# Thread: Particular solution to this non-homogen differential equation

1. ## Particular solution to this non-homogen differential equation

Find the particular solution to $y''+9y=2 \cos (2x)+3 \sin (3x)$

I have $y=A \cos (2x)+B \sin (3x)$, but for some reason when I plug in at the end everything cancels, what was wrong? Thanks

2. Originally Posted by tttcomrader
Find the particular solution to $y''+9y=2 \cos (2x)+3 \sin (3x)$

I have $y=A \cos (2x)+B \sin (3x)$, but for some reason when I plug in at the end everything cancels, what was wrong? Thanks
THis is happening because your complimentry solution is

$y_c=c_1\cos(3x)+c_2\sin(3x)$

Since you have repeated factors of $\sin(3x)$ your sine term will look like

$y_p=(Ax^2+Bx+C)\sin(3x)$

Be careful when your complimentry solution and particular have the same factors. Good luck.

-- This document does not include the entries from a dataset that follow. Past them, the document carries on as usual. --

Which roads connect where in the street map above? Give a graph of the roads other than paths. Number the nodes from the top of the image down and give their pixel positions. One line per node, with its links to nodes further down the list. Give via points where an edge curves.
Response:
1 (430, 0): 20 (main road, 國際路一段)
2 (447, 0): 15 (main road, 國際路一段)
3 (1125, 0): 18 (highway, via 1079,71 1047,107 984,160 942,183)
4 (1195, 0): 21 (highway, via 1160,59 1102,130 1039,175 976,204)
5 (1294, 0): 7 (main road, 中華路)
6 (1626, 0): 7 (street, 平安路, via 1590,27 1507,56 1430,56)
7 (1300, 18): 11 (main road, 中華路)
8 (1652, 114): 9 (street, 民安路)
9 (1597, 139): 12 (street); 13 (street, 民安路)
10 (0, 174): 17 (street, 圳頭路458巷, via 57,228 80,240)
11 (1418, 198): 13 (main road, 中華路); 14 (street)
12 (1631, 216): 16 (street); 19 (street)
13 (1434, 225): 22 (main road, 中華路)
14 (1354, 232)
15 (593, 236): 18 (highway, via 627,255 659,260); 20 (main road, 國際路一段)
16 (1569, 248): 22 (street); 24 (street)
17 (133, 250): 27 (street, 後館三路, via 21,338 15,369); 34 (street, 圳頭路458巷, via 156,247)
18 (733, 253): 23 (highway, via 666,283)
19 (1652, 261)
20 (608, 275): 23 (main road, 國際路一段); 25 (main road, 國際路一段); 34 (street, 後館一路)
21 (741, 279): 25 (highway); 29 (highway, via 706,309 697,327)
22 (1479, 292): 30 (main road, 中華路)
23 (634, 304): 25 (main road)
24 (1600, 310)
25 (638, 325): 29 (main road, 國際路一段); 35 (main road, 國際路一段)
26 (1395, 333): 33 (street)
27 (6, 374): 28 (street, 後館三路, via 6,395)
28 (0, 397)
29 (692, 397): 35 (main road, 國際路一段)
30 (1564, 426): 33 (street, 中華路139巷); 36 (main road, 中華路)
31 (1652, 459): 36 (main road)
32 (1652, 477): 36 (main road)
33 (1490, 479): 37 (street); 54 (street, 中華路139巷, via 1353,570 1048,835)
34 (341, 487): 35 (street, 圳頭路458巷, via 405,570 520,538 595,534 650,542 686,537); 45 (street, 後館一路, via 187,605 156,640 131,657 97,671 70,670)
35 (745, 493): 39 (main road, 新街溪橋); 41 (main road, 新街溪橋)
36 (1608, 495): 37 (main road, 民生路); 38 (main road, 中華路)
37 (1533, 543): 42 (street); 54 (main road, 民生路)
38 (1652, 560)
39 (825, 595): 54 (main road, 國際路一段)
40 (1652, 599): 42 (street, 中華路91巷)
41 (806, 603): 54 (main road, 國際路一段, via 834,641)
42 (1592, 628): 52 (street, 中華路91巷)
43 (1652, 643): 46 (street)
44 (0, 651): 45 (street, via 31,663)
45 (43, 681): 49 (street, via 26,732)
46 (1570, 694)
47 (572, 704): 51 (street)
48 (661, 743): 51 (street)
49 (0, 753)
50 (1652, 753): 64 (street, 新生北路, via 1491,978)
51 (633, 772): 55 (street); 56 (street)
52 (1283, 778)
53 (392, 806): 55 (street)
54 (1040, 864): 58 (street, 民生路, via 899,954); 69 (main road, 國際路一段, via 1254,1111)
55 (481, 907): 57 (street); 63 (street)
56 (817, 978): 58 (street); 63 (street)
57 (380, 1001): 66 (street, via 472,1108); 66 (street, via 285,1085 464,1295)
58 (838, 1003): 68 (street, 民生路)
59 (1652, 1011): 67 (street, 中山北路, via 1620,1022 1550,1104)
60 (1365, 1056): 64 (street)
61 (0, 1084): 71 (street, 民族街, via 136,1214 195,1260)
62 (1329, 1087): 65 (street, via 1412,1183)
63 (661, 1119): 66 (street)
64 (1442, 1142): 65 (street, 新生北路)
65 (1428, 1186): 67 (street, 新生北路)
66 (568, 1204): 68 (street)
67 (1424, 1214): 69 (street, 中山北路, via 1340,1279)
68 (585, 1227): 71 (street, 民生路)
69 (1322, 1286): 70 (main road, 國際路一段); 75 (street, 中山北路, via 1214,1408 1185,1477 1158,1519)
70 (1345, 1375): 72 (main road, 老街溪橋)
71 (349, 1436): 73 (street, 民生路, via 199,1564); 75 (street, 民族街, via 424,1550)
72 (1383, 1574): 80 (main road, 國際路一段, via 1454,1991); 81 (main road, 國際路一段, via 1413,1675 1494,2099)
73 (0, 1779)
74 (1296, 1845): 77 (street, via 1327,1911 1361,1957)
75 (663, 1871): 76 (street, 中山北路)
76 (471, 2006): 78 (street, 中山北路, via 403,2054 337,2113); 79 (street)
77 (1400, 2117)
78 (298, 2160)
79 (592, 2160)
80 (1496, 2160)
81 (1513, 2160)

3. Originally Posted by tttcomrader
Find the particular solution to $y''+9y=2 \cos (2x)+3 \sin (3x)$

I have $y=A \cos (2x)+B \sin (3x)$, but for some reason when I plug in at the end everything cancels, what was wrong? Thanks
Hi

The term in $B \sin (3x)$ effectively cancels but not the one in $A \cos (2x)$

First derivative
$y'=-2A \sin (2x)+3B \cos (3x)$

Second derivative
$y''=-4A \cos (2x)-9B \sin (3x)$

$y''+9y=5A \cos (2x)$

This means that $y=\frac25 \cos (2x)$ is a particular solution to $y''+9y=2 \cos (2x)$

If you manage to find a particular solution to $y''+9y=3 \sin (3x)$ then by addition you will get a particular solution to $y''+9y=2 \cos (2x)+3 \sin (3x)$

Try $y=Cx \cos (3x)$

EDIT : sorry, too late !

Find the particular solution to: $y''+9y\:=\:2 \cos (2x)+3 \sin (3x)$

I have $y=A \cos (2x)+B \sin (3x)$ .??
but for some reason when I plug in at the end everything cancels.
What was wrong?
Of course, everything cancels out . . .

To get $\cos(2x)$ in the solution, you need: $A\sin(2x) + B\cos(2x)$

And $\sin(3x)$ is a solution to the homogeneous equation.
. . You need: . $Cx\sin(3x) + Dx\cos(3x)$

Try it again with: . $y \;=\;A\sin(2x) + B\cos(2x) + Cx\sin(3x) + Dx\cos(3x)$

You should get: . $A = 0,\;B = \tfrac{2}{5},\;C = 0,\;D = -\tfrac{1}{2}$

5. Thank you so much, I was actually tutoring this course, and embarrassingly don't know how to do this.

Is there a proof for this on the internet? I really want to understand why I do these process. Thanks!

P.S. Why is one of the terms is $A \sin (2x)$, I didn't start with that term in the particular solution, and I didn't find that in the homogeneous solution.

6. Originally Posted by tttcomrader
Thank you so much, I was actually tutoring this course, and embarrassingly don't know how to do this.

Is there a proof for this on the internet? I really want to understand why I do these process. Thanks!

P.S. Why is one of the terms is $A \sin (2x)$, I didn't start with that term in the particular solution, and I didn't find that in the homogeneous solution.
Chris has a section on this here in MHF here is the link

http://www.mathhelpforum.com/math-he...-tutorial.html

The term $A \sin (2x)$ comes from the original driving function and needs to be included in the particular solution.